With COVID-19 spreading rapidly across the globe, many companies have directed their employees to work from home. Although this is a necessary step to slow transmission of the virus, it’s one that does create potential security vulnerabilities that go along with remote work.
Defending against security threats in this environment requires a comprehensive approach. Businesses should of course heed guidance from governmental agencies, but full protection from cyber threats is a team effort.
With that in mind, here are four ways remote employees can do their part to defend against cyber threats.
Be Careful When Opening Emails
Unfortunately, cybercriminals are taking full advantage of the coronavirus pandemic, and email is one of their preferred attack channels.
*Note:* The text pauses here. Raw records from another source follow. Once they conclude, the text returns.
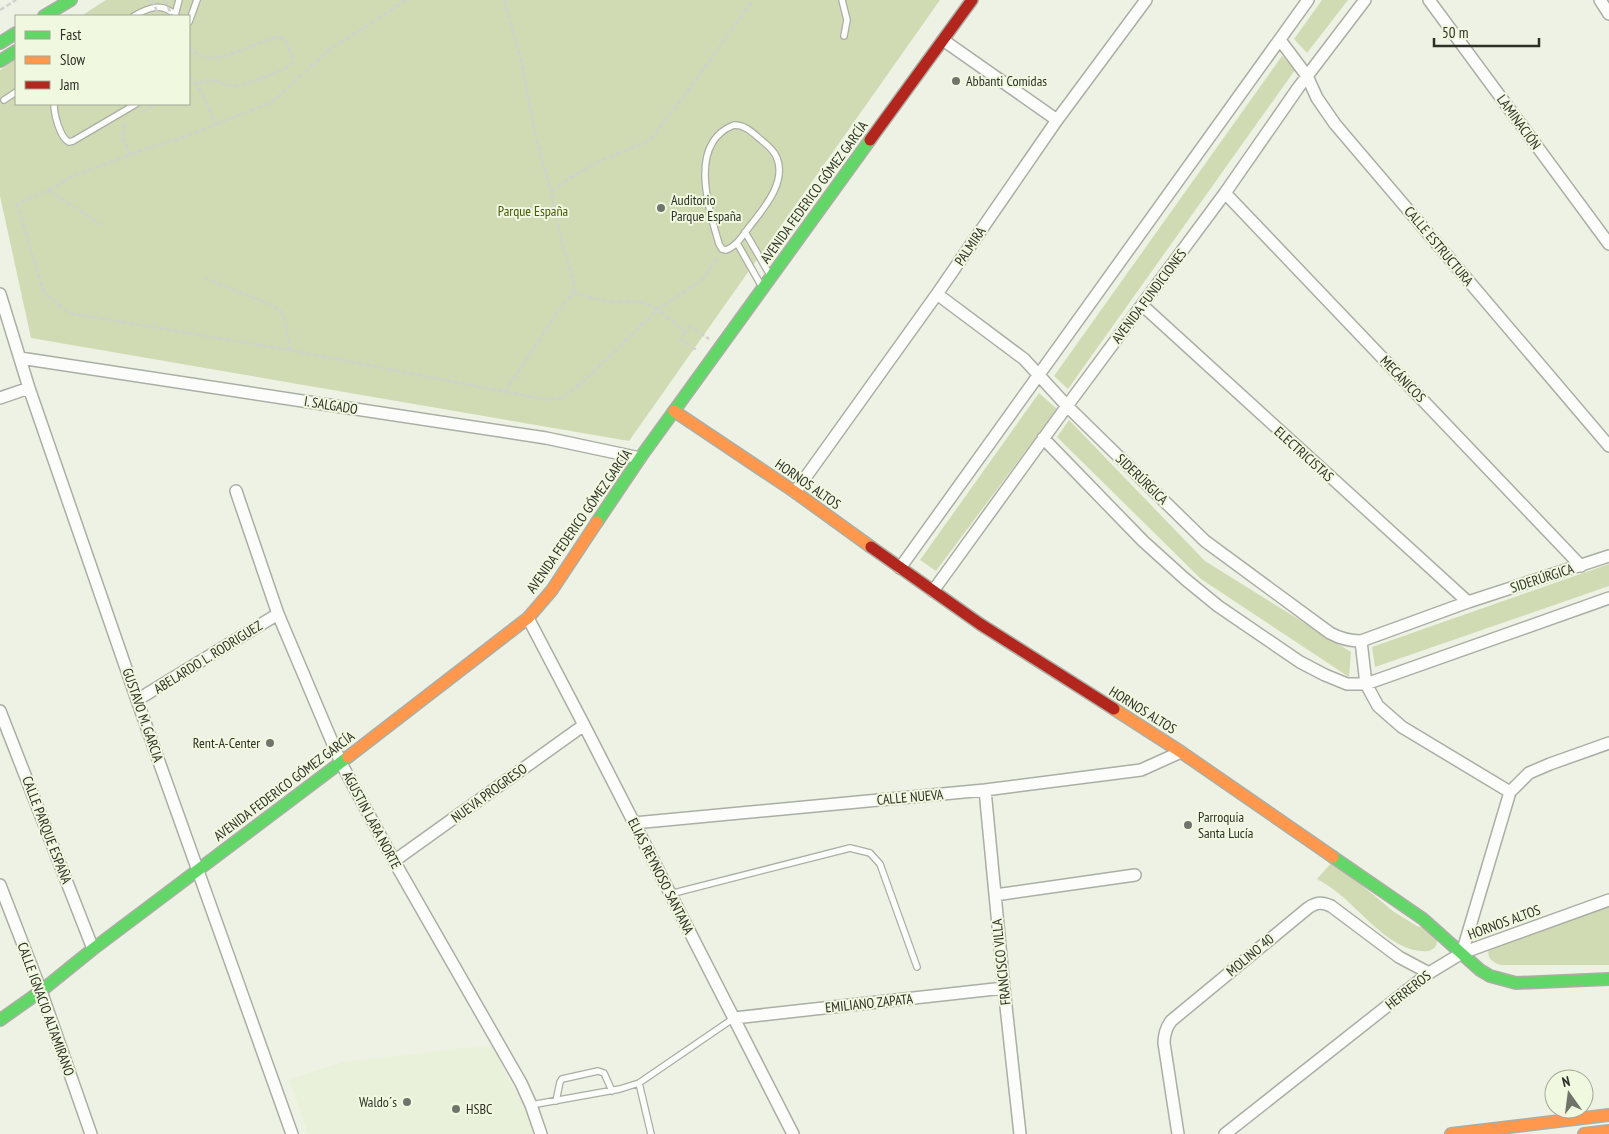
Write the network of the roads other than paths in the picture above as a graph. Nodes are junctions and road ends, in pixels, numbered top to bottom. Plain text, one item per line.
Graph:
1 (71, 0) edge
2 (178, 0) edge
3 (196, 0) edge
4 (842, 0) edge
5 (972, 0) edge
6 (1146, 0) edge
7 (1308, 0) edge
8 (1365, 0) edge
9 (1429, 0) edge
10 (1600, 0) edge
11 (1609, 14) edge
12 (46, 15) edge
13 (56, 15) edge
14 (136, 15) edge
15 (173, 15) edge
16 (174, 15) edge
17 (190, 19) edge
18 (15, 34) edge
19 (844, 36) dead end
20 (943, 40) junction
21 (1280, 40) junction
22 (0, 43) edge
23 (15, 52) edge
24 (0, 61) edge
25 (1308, 76) junction
26 (15, 93) edge
27 (4, 100) dead end
28 (54, 105) edge
29 (134, 105) edge
30 (1057, 120) junction
31 (1225, 193) junction
32 (745, 232) junction
33 (737, 243) junction
34 (1609, 244) edge
35 (771, 276) junction
36 (762, 288) junction
37 (0, 294) edge
38 (938, 294) junction
39 (1142, 306) junction
40 (20, 358) junction
41 (1039, 374) junction
42 (29, 388) junction
43 (0, 398) edge
44 (1067, 406) junction
45 (674, 411) junction
46 (1043, 438) junction
47 (1609, 446) edge
48 (640, 458) junction
49 (236, 490) dead end
50 (796, 492) junction
51 (1609, 556) edge
52 (1581, 566) junction
53 (900, 568) junction
54 (933, 591) junction
55 (1609, 598) edge
56 (1468, 602) junction
57 (278, 614) junction
58 (528, 618) junction
59 (1361, 641) junction
60 (1366, 684) junction
61 (137, 700) junction
62 (0, 711) edge
63 (584, 725) junction
64 (1609, 742) edge
65 (1181, 752) junction
66 (341, 763) junction
67 (985, 790) junction
68 (1510, 792) junction
69 (634, 823) junction
70 (394, 861) junction
71 (198, 869) junction
72 (1135, 875) dead end
73 (0, 885) edge
74 (670, 894) junction
75 (995, 895) junction
76 (1609, 900) edge
77 (93, 949) junction
78 (1462, 953) junction
79 (917, 967) dead end
80 (1429, 973) junction
81 (1609, 978) edge
82 (1004, 988) junction
83 (41, 991) junction
84 (734, 1018) junction
85 (0, 1020) edge
86 (639, 1084) junction
87 (612, 1091) junction
88 (556, 1101) junction
89 (531, 1105) junction
90 (1609, 1115) edge
91 (1609, 1131) edge
92 (91, 1134) edge
93 (292, 1134) edge
94 (541, 1134) edge
95 (651, 1134) edge
96 (793, 1134) edge
97 (1020, 1134) edge
98 (1178, 1134) edge
99 (1224, 1134) edge
100 (1451, 1134) edge
101 (1584, 1134) edge

1 - 12 main road
1 - 13 main road
2 - 16 lane
3 - 17 lane
4 - 19 lane
5 - 20 main road, AVENIDA FEDERICO GÓMEZ GARCÍA
6 - 30 street, PALMIRA
7 - 21 street
8 - 25 street, AVENIDA FUNDICIONES
9 - 34 street, LAMINACIÓN
10 - 11 street
14 - 15 lane
18 - 22 main road
20 - 30 street
20 - 35 main road, AVENIDA FEDERICO GÓMEZ GARCÍA
21 - 25 street, CALLE ESTRUCTURA
21 - 41 street
23 - 24 main road
25 - 31 street, AVENIDA FUNDICIONES
25 - 47 street, CALLE ESTRUCTURA
26 - 27 lane
28 - 29 lane
30 - 38 street, PALMIRA
31 - 39 street, AVENIDA FUNDICIONES
31 - 52 street, MECÁNICOS
32 - 33 lane
32 - 33 lane
32 - 35 lane
33 - 36 lane
35 - 36 main road, AVENIDA FEDERICO GÓMEZ GARCÍA
36 - 45 main road, AVENIDA FEDERICO GÓMEZ GARCÍA
37 - 40 street, GUSTAVO M. GARCIA
38 - 41 street, SIDERÚRGICA
38 - 50 street, PALMIRA
39 - 44 street, AVENIDA FUNDICIONES
39 - 56 street, ELECTRICISTAS
40 - 42 street, GUSTAVO M. GARCIA
40 - 48 street, I. SALGADO
41 - 44 street, SIDERÚRGICA
41 - 53 street
42 - 43 street
42 - 61 street, GUSTAVO M. GARCIA
44 - 46 street, AVENIDA FUNDICIONES
44 - 59 street, SIDERÚRGICA
45 - 48 main road, AVENIDA FEDERICO GÓMEZ GARCÍA
45 - 50 main road, HORNOS ALTOS
46 - 54 street, AVENIDA FUNDICIONES
46 - 60 street
48 - 58 main road, AVENIDA FEDERICO GÓMEZ GARCÍA
49 - 57 street, AGUSTIN LARA NORTE
50 - 53 main road, HORNOS ALTOS
51 - 52 street, SIDERÚRGICA
52 - 56 street, SIDERÚRGICA
53 - 54 main road, HORNOS ALTOS
54 - 65 main road, HORNOS ALTOS
55 - 60 street
56 - 59 street, SIDERÚRGICA
57 - 61 street, ABELARDO L. RODRIGUEZ
57 - 66 street, AGUSTIN LARA NORTE
58 - 63 street, ELIAS REYNOSO SANTANA
58 - 66 main road, AVENIDA FEDERICO GÓMEZ GARCÍA
59 - 60 street
60 - 68 street
61 - 71 street, GUSTAVO M. GARCIA
62 - 77 street, CALLE PARQUE ESPAÑA
63 - 69 street, ELIAS REYNOSO SANTANA
63 - 70 street, NUEVA PROGRESO
64 - 68 street
65 - 67 street, CALLE NUEVA
65 - 78 main road, HORNOS ALTOS
66 - 70 street, AGUSTIN LARA NORTE
66 - 71 main road, AVENIDA FEDERICO GÓMEZ GARCÍA
67 - 69 street, CALLE NUEVA
67 - 75 street, FRANCISCO VILLA
68 - 78 street
69 - 74 street, ELIAS REYNOSO SANTANA
70 - 89 street, AGUSTIN LARA NORTE
71 - 77 main road, AVENIDA FEDERICO GÓMEZ GARCÍA
71 - 93 street, GUSTAVO M. GARCIA
72 - 75 street
73 - 83 street, CALLE IGNACIO ALTAMIRANO
74 - 79 lane
74 - 84 street, ELIAS REYNOSO SANTANA
75 - 82 street, FRANCISCO VILLA
76 - 78 street, HORNOS ALTOS
77 - 83 main road, AVENIDA FEDERICO GÓMEZ GARCÍA
78 - 80 street, HERREROS
78 - 81 main road
80 - 98 street, MOLINO 40
80 - 99 street, HERREROS
82 - 84 street, EMILIANO ZAPATA
82 - 97 street, FRANCISCO VILLA
83 - 85 main road, AVENIDA FEDERICO GÓMEZ GARCÍA
83 - 92 street, CALLE IGNACIO ALTAMIRANO
84 - 86 lane
84 - 96 street, ELIAS REYNOSO SANTANA
86 - 87 lane
86 - 95 lane
87 - 88 lane
87 - 88 lane
88 - 89 lane
89 - 94 street, AGUSTIN LARA NORTE
90 - 100 main road
91 - 101 main road

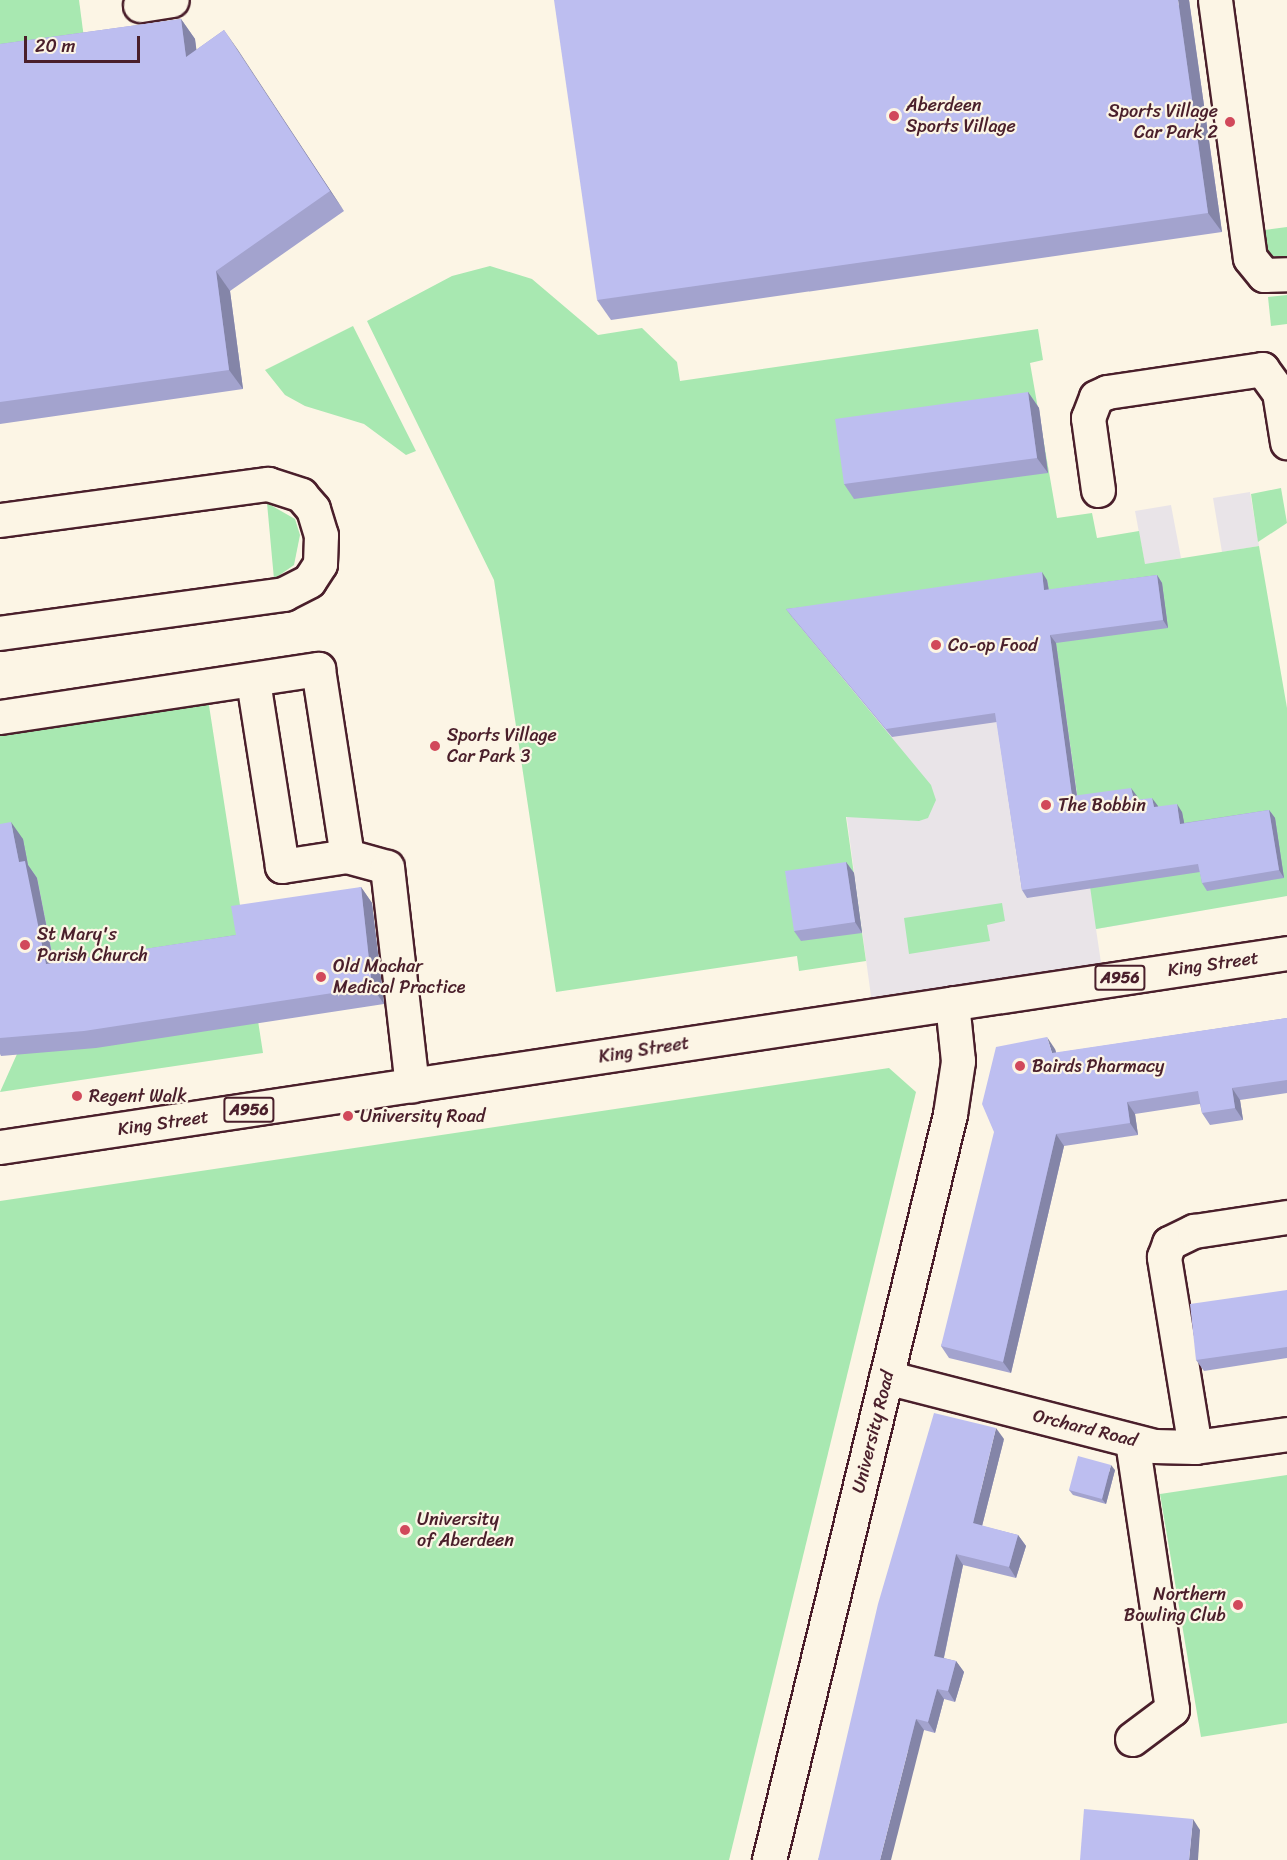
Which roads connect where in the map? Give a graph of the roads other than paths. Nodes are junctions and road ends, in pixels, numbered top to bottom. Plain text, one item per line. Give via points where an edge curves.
1 (172, 0) edge
2 (1215, 0) edge
3 (140, 5) dead end
4 (1287, 274) edge
5 (1287, 442) edge
6 (1098, 490) dead end
7 (0, 520) edge
8 (0, 633) edge
9 (254, 680) junction
10 (0, 717) edge
11 (347, 856) junction
12 (1287, 953) edge
13 (952, 1003) junction
14 (412, 1086) junction
15 (0, 1147) edge
16 (1287, 1217) edge
17 (886, 1377) junction
18 (1287, 1434) edge
19 (1131, 1441) junction
20 (1195, 1447) junction
21 (1132, 1739) dead end
22 (769, 1860) edge

1 - 3 street
2 - 4 street via 1250,258 1264,275
5 - 6 street via 1279,393 1262,369 1107,392 1096,397 1088,418
7 - 8 street via 268,484 301,495 313,509 321,535 315,573 284,594
9 - 10 street
9 - 11 street via 282,866
9 - 11 street via 318,669
11 - 14 street via 387,867
12 - 13 street, King Street / A956
13 - 14 street, King Street / A956
13 - 17 street, University Road via 958,1058 954,1094
14 - 15 street, King Street / A956
16 - 20 street via 1194,1231 1169,1243 1164,1257
17 - 19 street, Orchard Road
17 - 22 street, University Road
18 - 20 street, Orchard Road
19 - 20 street, Orchard Road
19 - 21 street via 1172,1709

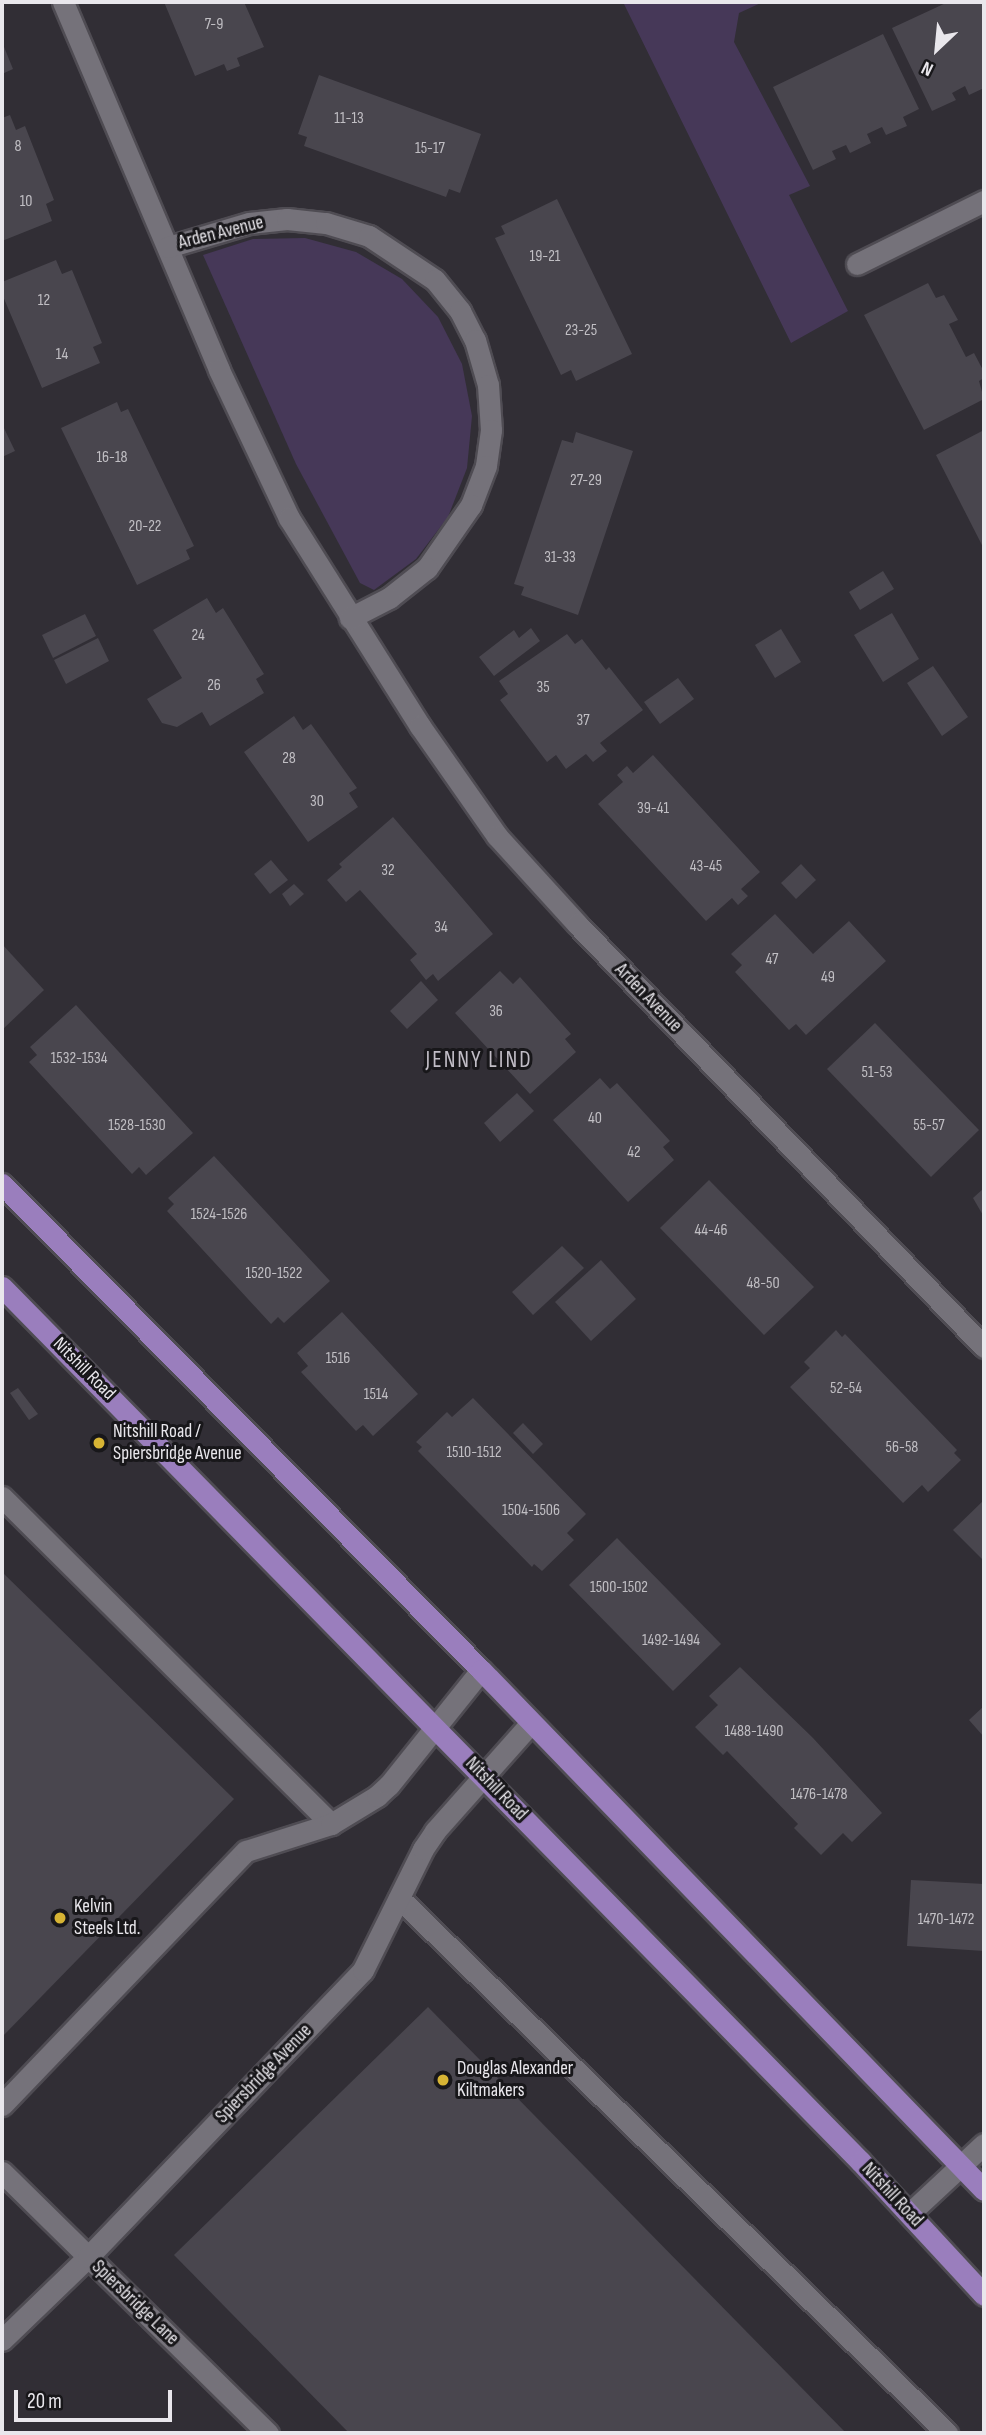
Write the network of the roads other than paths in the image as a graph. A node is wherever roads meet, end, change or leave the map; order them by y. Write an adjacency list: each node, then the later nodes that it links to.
1 (63, 2): 3 (street, Arden Avenue)
2 (984, 201): 4 (street)
3 (168, 247): 5 (street, Arden Avenue); 5 (street, Arden Avenue)
4 (857, 264)
5 (349, 618): 8 (street, Arden Avenue)
6 (2, 1184): 10 (main road)
7 (2, 1287): 12 (main road, Nitshill Road)
8 (984, 1347)
9 (2, 1497): 14 (street)
10 (481, 1670): 11 (main road); 12 (street)
11 (531, 1723): 13 (street, Spiersbridge Avenue); 18 (main road)
12 (435, 1726): 13 (main road, Nitshill Road); 14 (street)
13 (485, 1778): 15 (street, Spiersbridge Avenue); 21 (main road, Nitshill Road)
14 (331, 1824): 16 (street)
15 (399, 1898): 22 (street, Spiersbridge Avenue); 26 (street)
16 (2, 2105)
17 (984, 2144): 18 (street)
18 (960, 2166): 20 (main road); 21 (street)
19 (2, 2172): 22 (street, Spiersbridge Lane)
20 (984, 2190)
21 (910, 2213): 23 (main road, Nitshill Road)
22 (88, 2256): 24 (street, Spiersbridge Avenue); 25 (street, Spiersbridge Lane)
23 (984, 2295)
24 (2, 2340)
25 (268, 2433)
26 (947, 2433)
There’s been a flood of coronavirus-themed attacks over the past days, some of which promise information on cures – only to lure the recipient into opening an infected site or attachment
These phishing emails are likely to continue for the foreseeable future.
“Continued global susceptibility to phishing will probably make this approach a persistent and attractive technique for cyber criminals,” warned the UK’s cybersecurity government agency.
So, make sure you follow your company’s email protocols, and if you’re not totally confident of the sender’s identity, it’s always wise to err on the side of caution.
Stay Secure on the Go
Although some countries have implemented near-complete lockdowns, others do still allow people some ability to travel. If you do opt for a change of scenery during the workday, it’s wise to take some basic precautions to limit your exposure.
- Don’t connect to public Wi-Fi networks
- Don’t leave devices unattended
- Don’t charge your device in a public charging station
- If possible, use a screen protector; otherwise, do your best to work in a secluded area
Keep Your Devices to Yourself
With K-12 schools and colleges closed across much of the country, many remote employees will be working alongside spouses and children. Despite the temptation to do otherwise (especially if not every family member has their own device), it’s important to avoid sharing. A seemingly innocent gesture (like letting your child watch Netflix on your work computer) could risk confidential company information.
Donate with Care
It’s been wonderful to see so many people and businesses come together to support those in need during the coronavirus epidemic. Unfortunately, bad actors have sought to take advantage of this generosity with a variety of scams, including fake crowdfunding pages and sham charities.
The FTC recommends individuals avoid donating via cash, gift card, or money wire, and that you always double check to make sure the organization/page soliciting contributions is legitimate. Otherwise, you’ll not only risk losing money, but you also might expose sensitive information. (This is also a reason why it’s best to conduct personal business on your personal device, not your work device.)
Websites like Charity Navigator can be helpful if you’re looking to give to a reputable organization. And you can always get more information on COVID-19 by visiting the CDC’s website.